The second phase will be looking at environmental impacts of global warming and a host of other factors, including outflow through Niagara and the St. Lawrence, and Dr. Stakhiv noted that there may be compelling evidence that human intervention is called for in many areas, including the St. Clair. In this case, time may well be of the essence.

 

"If we are going to need a major project in place in two decades, and it will take 20 years to build, then we would need to get to work on the project soon to get it into place," he said.

 

Ann McGregor, of the McGregor Bay Cottagers Association, was on hand for the presentation and took part in the question-and-answer period following the presentation. She questioned the timing of the input session prior to the completion of reviews of all of the reports included in the study.

 

Dr. Stakhiv replied that 42 of 43 studies were in and assessed and that hundreds of scientists had taken part in the internal peer review and assessments. He also pointed out that a 30-day extension of the time period for peer reviews was being considered. He explained that the external peer review was being handled by the International Joint Commission.

 

The main concerns of the GBA, backed up by the $130,000 study in 2004 of shoreline alterations and gravel and sand mining by Baird & Associates, whom the GBA refers to as "a respected coastal consulting engineering firm," are manifold.

 

First, that although the study found a 5-percent increase in conveyance through the St. Clair River, or 6 billion gallons a day from Michigan, the Baird Report found that number to be 12 billion gallons a day and increasing.

 

The IUGLS report findings are that the flow through has stabilized.

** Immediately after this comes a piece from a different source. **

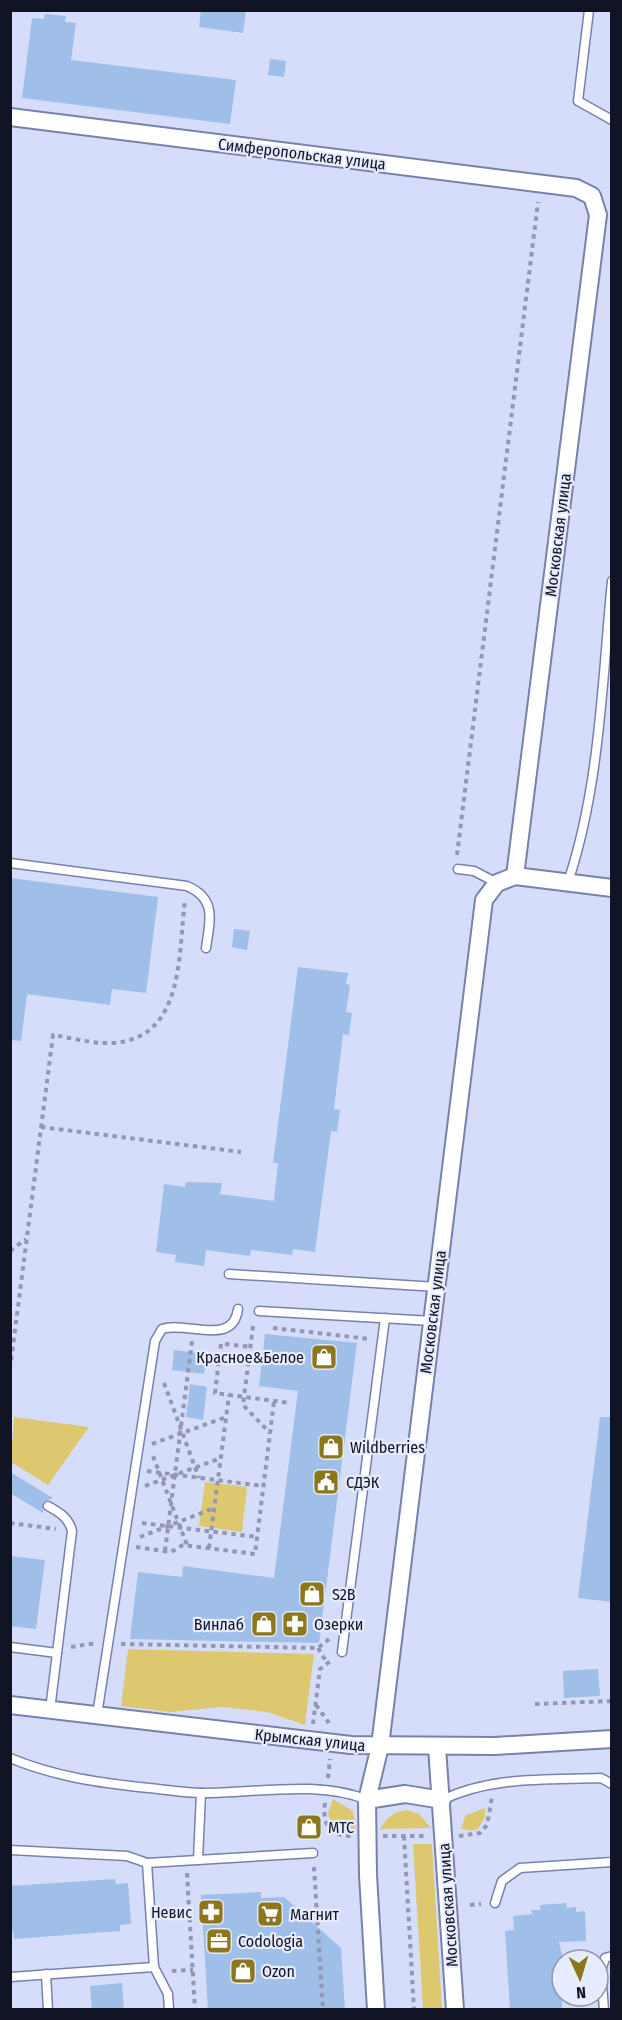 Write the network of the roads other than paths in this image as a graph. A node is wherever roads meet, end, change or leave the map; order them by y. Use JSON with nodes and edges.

Dr. Stakhiv counters that the Baird Report was a $130,000 study completed by one firm. The IUGLS study cost upwards of $20 million and involved literally hundreds of groups.

 

The GBA also questions the decision to not release the Baird & Associates verification of the water flow out of Lake Huron and a study on remediation requirements by Ralph Pentland, former director of water planning and management at Environment Canada.

 

Ann McGregor noted that the maintenance dredging of the St. Clair is ongoing and that studies of that impact will not be released until after the public consultation is complete.

 

"Millions of taxpayers' dollars have been spent on this study to understand what is causing this huge loss of water through the St. Clair River, but the study board has published a premature report based on incomplete findings," said Mary Muter, the GBA lead on the water level issue and a GBA board member, in a release on the issue. "We need a serious, consensus-based, scientifically sound solution to protect this important ecological and economic resource."

 

Dr. Stakhiv noted that the IUGLS group is only in place to study the factors impacting on Great Lakes water levels on behalf of the International Joint Commission and that the group has no regulatory or coercive powers of their own. At the end of the day, those decisions are to be made by the representatives of the two countries involved in managing the Great Lakes water system.

 

While it would perhaps have been more productive for the draft report to have been more complete before its release and public input consultations conducted-particularly in light of the controversy surrounding the ignored data and studies-and while the public input sessions could hardly have been better timed to limit public participation (not to mention that the reasons given for the decision to hold them now was somewhat lacking), the entire study is still in early days yet, and the recent rise in Lake Huron water levels suggests that those water levels really are more cyclical in nature than was earlier feared the case.

 

Time will certainly tell who is right, but the dire economic and ecological implication of being wrong makes a correct prognostication the vital question to be answered for the next seven generations.